Lesson Plan Development



Burnout & 








New Teachers 

Nearly one quarter of teachers leave the profession within the first three years.  New teachers who leave complain that they were unsupported in an atmosphere of “trial by fire.”

Below are ten simple things that new teachers can do that may help you cope better with the very difficult first years.  

1. Create an informal network of veteran teachers who are willing to support and collaborate with you.  Although everyone is very busy and time is compressed, most experienced teachers understand how difficult the first years are and they will frequently help as much as they can.  Below are some things that you might do with your network:

  • Have a veteran help you design a teaching lesson

  • Organize an informal brainstorming session with your network where the topic is “How to thrive during the first years of teaching.”

  • Have a veteran introduce you to support people in the school and, when appropriate, the district.

  • Have a veteran show you where things are located; the “ins” and “outs” of your particular school

  • Ask veterans how they cope with the pressures of teaching

  • Ask experienced teachers to share their favorite materials, “things that work for them.”

  • Review some lesson plans of experienced teachers.  Remember that you don’t have to build everything from scratch. 

  • Observe veterans teaching

  • Have experienced teachers observe and critique some of your lessons

2. If possible, team teach a lesson or unit with a veteran.  When you actually plan and deliver a lesson or unit with a master teacher you will gain loads of insight and hands-on learning.
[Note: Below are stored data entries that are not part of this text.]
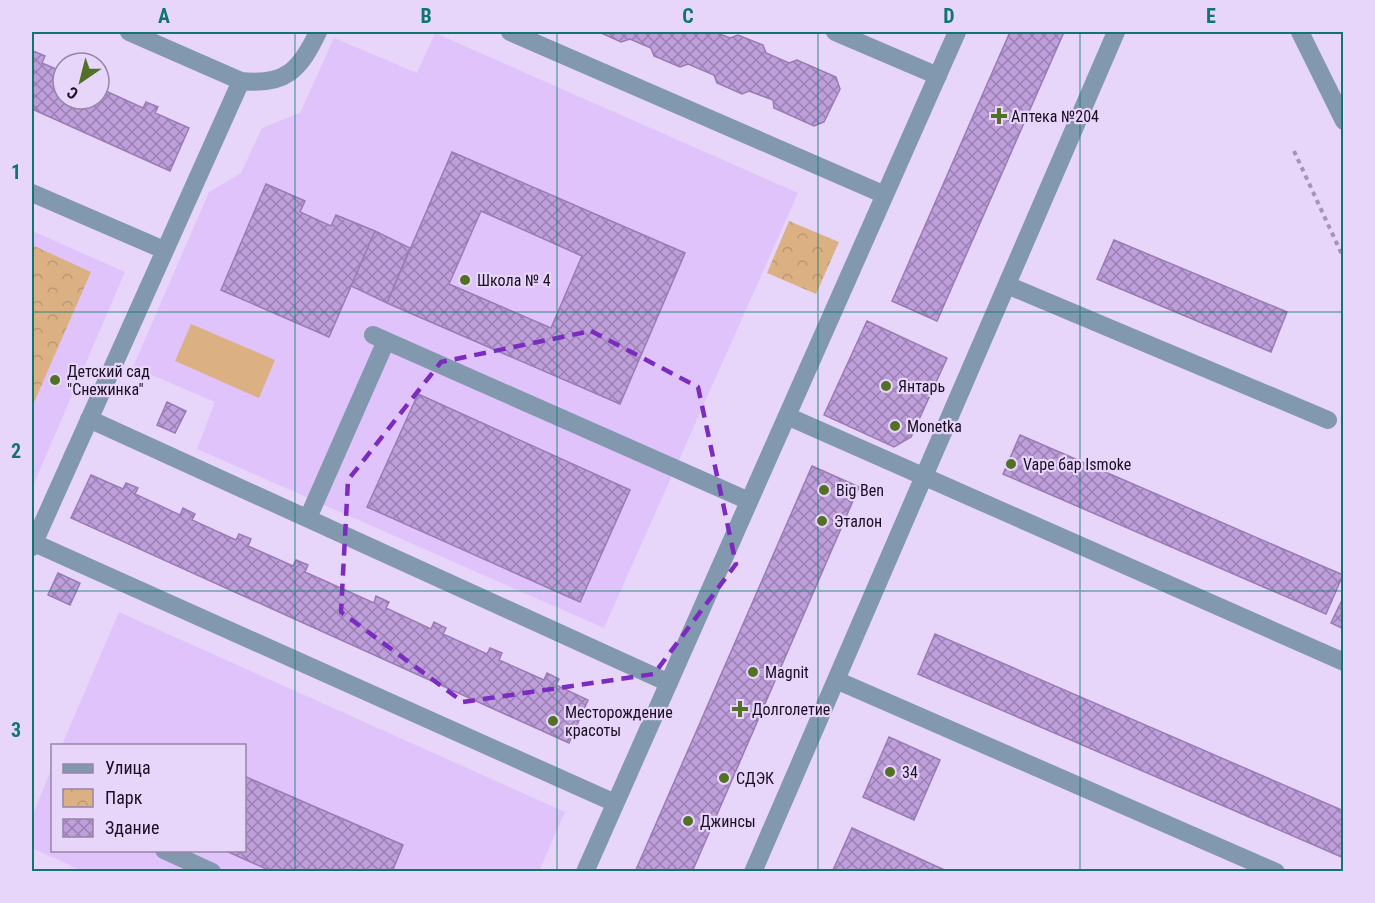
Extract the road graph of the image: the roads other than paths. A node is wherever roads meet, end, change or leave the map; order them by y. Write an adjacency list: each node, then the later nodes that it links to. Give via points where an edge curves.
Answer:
1 (129, 32): 9 (street)
2 (318, 32): 9 (street, via 297,68 261,83)
3 (510, 32): 12 (street)
4 (835, 32): 8 (street)
5 (957, 32): 8 (street)
6 (1116, 32): 14 (street)
7 (1300, 32): 10 (street)
8 (938, 76): 12 (street)
9 (241, 81): 13 (street)
10 (1344, 121)
11 (32, 193): 13 (street)
12 (885, 195): 15 (street)
13 (164, 250): 16 (street)
14 (1007, 285): 17 (street); 18 (street)
15 (787, 416): 18 (street); 19 (street)
16 (89, 418): 20 (street); 21 (street)
17 (1328, 420)
18 (924, 478): 22 (street); 23 (street)
19 (749, 501): 20 (street, via 379,338); 24 (street)
20 (308, 518): 24 (street)
21 (32, 544): 25 (street)
22 (1344, 662)
23 (836, 680): 29 (street); 30 (street)
24 (669, 683): 25 (street)
25 (615, 803): 28 (street)
26 (168, 852): 27 (street)
27 (212, 872)
28 (585, 872)
29 (753, 872)
30 (1276, 872)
3. Find an experienced teacher to help as your “colleague mentor.”  This should be someone you trust so that you can discuss honestly and openly about the pressures, stress, and challenges of teaching.  Set up regularly scheduled times for conversation. 

4. Establish an informal support group with other new teachers.  Use your time together to discuss strategies, best practices, and tips for survival.
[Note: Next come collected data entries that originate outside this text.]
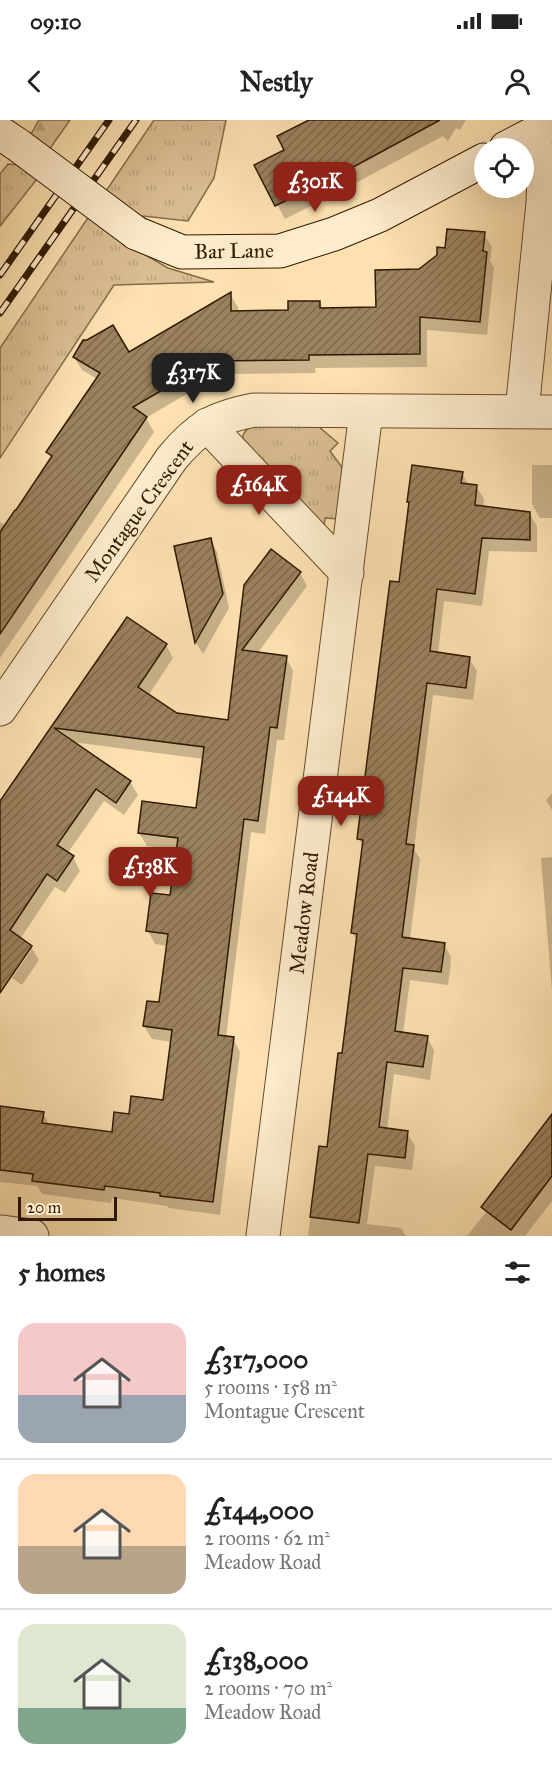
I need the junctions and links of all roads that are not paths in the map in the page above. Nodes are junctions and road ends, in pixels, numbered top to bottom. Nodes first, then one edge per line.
1 (529, 136) edge
2 (9, 139) edge
3 (474, 165) edge
4 (366, 412) junction
5 (537, 412) edge
6 (207, 425) junction
7 (347, 573) junction
8 (0, 709) edge
9 (263, 1236) edge

1 - 5 street
2 - 3 street, Bar Lane, bridge
4 - 5 street, Montague Crescent
4 - 6 street, Montague Crescent
4 - 7 street, Meadow Road
6 - 7 street
6 - 8 street, Montague Crescent
7 - 9 street, Meadow Road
5. Seek classroom management tips.  Before students arrive, ask a few veteran teachers to provide you with the “dos” and “don’ts” of the two “biggies”: discipline and classroom management.

6. Consult with your principal.  Ask for a short meeting where you ask the principal to share his or her insights about achieving success during the first years of teaching. Inquire about professional development opportunities for new teachers.

7. Participate in professional development opportunities.  You can build productive relationships, find helpful resources, and develop an important sense of professionalism by participating in inservices, committees, and/or conferences.  Of course you have to be careful not to overextend yourself or gobble up too much preparation time.

8. Don’t neglect parent involvement.   Don’t forget to keep the communication lines open with parents.  Keep them informed about what they can expect, how they can be involved, and how they can support your teaching efforts.

9. Be prepared, but flexible.  Plan and over plan, never go into the classroom without a well conceived blueprint of where you want to go, but expect surprises.  If something doesn’t work, stop it and move to something else. Remember that you are teaching kids, not lessons.

10. Keep your career in perspective.  You are going to be criticized, not everything will work as you hoped, not every student will love you, mistakes will be made, some lessons will flop, bad behavior will happen, you will feel overwhelmed, and your “to do” list will be way too long.  But remember two important things: You don’t have to be perfect and teaching will gradually get easier and less stressful.